BRIEF
Where a line in the records holds "thumb", count it once; return only the final number.

START GIVEN ENTRIES

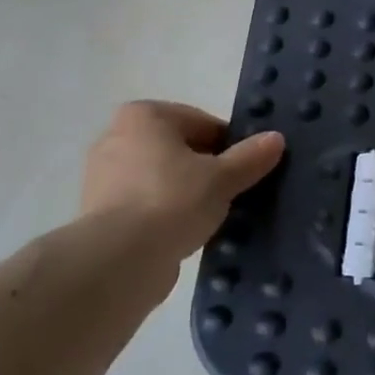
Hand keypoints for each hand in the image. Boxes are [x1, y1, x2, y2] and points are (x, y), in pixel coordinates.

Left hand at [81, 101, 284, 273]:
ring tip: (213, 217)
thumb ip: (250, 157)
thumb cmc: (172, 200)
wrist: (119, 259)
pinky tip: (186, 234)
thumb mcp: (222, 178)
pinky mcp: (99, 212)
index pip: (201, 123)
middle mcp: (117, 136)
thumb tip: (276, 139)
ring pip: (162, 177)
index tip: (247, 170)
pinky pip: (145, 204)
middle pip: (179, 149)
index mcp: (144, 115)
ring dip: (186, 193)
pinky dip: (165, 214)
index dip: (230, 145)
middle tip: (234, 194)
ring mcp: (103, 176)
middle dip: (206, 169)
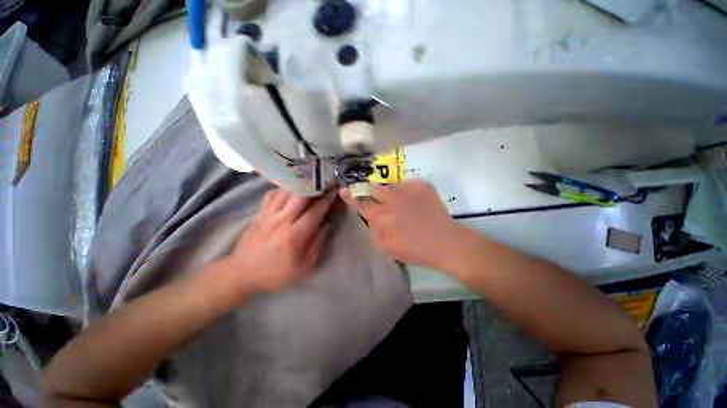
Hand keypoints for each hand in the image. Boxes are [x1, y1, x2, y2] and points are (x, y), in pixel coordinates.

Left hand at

END GIVEN ENTRIES
START GIVEN ENTRIES

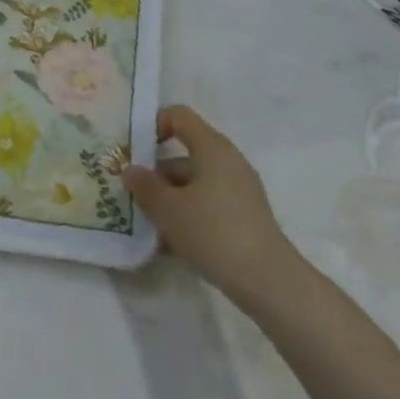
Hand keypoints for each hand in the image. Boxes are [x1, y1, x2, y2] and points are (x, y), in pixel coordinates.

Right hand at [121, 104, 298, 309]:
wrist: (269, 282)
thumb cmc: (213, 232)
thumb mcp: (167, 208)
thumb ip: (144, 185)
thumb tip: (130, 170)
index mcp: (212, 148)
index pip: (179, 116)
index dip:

END GIVEN ENTRIES

WORKED SOLUTION
8